Try it: Find the string "points" in the records. Copy each line that has it.

########################################

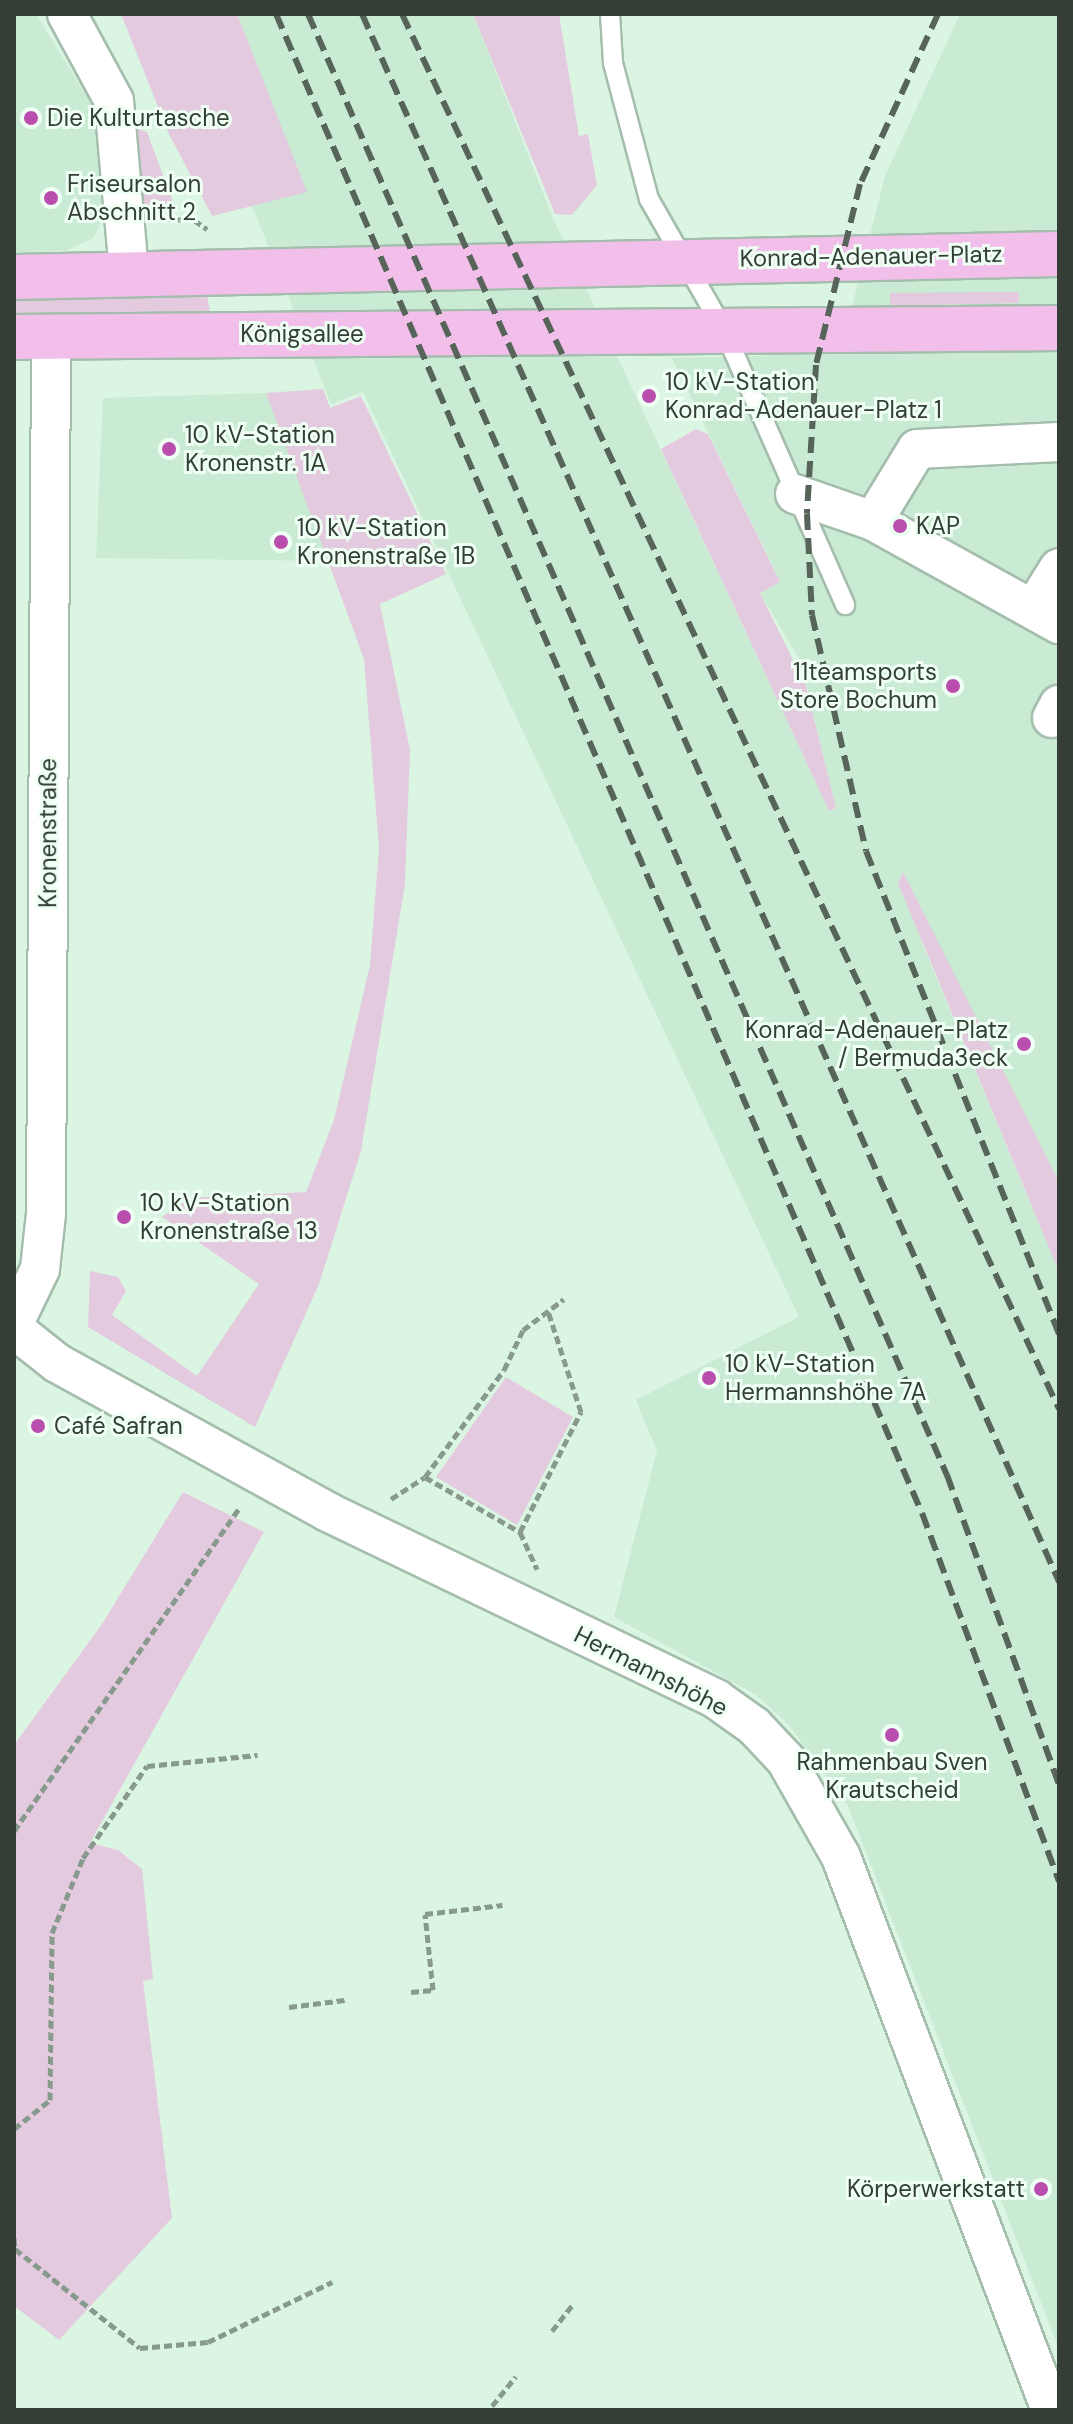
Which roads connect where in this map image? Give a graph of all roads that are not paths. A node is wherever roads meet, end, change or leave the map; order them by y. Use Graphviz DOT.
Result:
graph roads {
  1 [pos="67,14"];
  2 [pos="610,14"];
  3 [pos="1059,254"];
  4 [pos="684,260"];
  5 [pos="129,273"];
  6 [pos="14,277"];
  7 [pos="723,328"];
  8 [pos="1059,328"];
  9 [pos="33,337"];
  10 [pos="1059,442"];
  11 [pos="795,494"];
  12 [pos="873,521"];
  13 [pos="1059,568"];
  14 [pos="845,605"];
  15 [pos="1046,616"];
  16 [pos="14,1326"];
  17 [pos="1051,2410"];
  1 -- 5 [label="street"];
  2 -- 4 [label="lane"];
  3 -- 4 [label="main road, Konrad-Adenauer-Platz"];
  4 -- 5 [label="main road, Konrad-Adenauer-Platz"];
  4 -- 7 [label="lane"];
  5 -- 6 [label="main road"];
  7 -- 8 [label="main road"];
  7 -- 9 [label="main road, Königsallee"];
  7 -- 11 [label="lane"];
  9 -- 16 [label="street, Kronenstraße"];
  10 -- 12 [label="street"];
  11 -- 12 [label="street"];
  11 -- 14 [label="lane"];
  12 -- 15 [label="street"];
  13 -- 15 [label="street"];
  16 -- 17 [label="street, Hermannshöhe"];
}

########################################

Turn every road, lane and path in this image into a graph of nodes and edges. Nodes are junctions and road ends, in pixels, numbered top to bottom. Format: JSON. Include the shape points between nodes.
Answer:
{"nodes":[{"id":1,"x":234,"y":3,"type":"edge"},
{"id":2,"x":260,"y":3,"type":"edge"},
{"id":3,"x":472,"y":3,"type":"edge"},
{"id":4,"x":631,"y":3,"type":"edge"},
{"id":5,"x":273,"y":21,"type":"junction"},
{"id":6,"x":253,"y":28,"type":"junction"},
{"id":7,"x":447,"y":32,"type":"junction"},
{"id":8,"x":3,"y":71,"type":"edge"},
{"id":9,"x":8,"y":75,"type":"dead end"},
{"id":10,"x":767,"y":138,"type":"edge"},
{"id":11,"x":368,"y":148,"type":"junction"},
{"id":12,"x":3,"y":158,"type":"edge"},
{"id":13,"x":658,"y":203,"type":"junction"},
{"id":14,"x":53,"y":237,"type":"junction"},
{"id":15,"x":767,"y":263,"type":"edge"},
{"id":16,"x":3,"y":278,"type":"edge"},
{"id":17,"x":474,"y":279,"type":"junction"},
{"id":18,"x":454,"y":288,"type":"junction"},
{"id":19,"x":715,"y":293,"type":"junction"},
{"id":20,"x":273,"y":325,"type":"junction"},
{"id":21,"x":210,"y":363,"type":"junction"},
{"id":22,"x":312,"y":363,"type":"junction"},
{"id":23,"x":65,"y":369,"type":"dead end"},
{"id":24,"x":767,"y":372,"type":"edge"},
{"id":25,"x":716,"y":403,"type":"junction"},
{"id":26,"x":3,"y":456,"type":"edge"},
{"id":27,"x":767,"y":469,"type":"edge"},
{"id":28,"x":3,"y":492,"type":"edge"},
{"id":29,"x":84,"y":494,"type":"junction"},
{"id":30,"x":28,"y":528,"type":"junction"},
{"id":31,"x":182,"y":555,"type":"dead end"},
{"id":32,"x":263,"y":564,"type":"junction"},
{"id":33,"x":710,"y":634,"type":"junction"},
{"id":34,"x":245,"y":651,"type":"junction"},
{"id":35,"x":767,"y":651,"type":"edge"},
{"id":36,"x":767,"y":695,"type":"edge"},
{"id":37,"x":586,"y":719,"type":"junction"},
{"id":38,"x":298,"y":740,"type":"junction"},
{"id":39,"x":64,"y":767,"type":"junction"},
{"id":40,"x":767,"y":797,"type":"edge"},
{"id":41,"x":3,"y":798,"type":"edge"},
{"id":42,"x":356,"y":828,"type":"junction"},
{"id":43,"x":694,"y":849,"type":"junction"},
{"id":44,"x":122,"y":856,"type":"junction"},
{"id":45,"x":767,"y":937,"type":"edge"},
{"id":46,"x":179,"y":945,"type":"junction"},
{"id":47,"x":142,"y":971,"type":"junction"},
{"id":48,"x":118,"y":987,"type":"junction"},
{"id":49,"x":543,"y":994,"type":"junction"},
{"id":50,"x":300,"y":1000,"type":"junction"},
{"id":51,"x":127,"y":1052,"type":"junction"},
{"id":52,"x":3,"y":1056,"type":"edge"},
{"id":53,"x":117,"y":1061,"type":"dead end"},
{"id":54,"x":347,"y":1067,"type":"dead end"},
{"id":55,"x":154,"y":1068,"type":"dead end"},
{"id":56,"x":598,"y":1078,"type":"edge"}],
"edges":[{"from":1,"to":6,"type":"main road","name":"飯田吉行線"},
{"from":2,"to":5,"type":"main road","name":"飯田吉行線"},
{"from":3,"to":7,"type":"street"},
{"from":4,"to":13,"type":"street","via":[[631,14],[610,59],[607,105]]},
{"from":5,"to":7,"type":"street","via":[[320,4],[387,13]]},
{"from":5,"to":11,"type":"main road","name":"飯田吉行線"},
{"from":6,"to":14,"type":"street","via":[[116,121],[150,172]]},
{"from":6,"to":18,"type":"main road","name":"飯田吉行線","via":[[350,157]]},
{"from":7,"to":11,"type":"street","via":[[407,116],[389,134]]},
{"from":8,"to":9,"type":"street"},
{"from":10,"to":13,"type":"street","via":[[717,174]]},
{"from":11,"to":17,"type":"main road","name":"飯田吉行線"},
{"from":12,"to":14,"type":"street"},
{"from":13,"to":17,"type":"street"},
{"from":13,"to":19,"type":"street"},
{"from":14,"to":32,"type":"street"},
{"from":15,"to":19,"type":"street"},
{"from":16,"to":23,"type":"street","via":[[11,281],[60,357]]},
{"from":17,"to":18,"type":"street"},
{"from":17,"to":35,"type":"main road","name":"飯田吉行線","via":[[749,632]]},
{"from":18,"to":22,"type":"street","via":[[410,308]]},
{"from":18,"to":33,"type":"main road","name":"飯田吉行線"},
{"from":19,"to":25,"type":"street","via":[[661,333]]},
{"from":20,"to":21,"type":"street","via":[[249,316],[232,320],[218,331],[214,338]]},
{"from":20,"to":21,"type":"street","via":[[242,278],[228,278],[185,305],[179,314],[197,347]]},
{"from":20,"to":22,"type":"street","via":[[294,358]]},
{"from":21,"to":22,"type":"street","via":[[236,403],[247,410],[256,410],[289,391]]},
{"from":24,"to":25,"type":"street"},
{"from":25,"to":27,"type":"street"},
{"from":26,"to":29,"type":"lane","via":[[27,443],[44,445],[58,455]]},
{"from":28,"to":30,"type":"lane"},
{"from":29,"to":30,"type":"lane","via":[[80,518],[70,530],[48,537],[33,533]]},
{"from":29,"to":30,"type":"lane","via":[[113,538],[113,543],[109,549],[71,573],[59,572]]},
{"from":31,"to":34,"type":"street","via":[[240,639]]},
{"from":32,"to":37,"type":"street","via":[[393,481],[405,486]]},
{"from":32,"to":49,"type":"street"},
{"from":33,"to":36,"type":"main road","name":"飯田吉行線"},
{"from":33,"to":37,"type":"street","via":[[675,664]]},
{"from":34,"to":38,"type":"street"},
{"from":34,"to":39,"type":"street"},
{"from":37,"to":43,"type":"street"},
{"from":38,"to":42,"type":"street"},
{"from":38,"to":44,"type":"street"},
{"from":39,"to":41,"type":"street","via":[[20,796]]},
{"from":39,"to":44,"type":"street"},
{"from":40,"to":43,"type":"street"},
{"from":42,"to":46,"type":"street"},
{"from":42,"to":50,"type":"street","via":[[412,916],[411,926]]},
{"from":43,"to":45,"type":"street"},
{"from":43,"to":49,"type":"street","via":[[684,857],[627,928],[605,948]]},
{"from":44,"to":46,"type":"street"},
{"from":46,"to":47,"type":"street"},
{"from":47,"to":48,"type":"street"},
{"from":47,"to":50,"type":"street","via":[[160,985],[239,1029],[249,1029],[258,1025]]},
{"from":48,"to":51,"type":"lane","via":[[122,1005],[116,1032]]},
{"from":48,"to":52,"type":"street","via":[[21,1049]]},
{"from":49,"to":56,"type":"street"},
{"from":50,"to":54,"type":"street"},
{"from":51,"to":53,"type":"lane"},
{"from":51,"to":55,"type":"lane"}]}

########################################

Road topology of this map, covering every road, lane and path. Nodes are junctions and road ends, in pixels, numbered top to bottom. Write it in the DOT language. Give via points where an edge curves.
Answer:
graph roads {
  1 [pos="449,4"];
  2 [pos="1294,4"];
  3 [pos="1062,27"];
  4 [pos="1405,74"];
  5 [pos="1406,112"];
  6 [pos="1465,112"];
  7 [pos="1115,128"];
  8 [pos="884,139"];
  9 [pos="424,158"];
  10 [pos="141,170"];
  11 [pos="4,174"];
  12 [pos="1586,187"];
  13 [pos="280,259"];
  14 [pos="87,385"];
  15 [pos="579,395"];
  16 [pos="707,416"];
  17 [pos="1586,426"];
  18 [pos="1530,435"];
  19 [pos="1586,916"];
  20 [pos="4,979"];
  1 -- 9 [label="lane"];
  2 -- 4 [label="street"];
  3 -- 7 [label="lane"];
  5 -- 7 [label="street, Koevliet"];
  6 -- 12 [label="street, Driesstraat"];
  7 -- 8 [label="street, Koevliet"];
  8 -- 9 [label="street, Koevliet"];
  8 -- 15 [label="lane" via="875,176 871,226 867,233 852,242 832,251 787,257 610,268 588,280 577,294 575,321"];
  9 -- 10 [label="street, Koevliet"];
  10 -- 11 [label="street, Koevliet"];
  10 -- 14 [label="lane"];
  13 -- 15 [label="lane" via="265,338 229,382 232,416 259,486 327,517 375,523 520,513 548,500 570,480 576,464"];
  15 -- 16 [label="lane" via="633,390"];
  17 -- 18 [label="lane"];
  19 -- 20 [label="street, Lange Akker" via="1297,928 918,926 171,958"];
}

########################################

Response below:
Turn every road, lane and path in this image into a graph of nodes and edges. Nodes are junctions and road ends, in pixels, numbered top to bottom. Format: JSON. Include the shape points between nodes.
Road topology of this map, covering every road, lane and path. Nodes are junctions and road ends, in pixels, numbered top to bottom. Write it in the DOT language. Give via points where an edge curves.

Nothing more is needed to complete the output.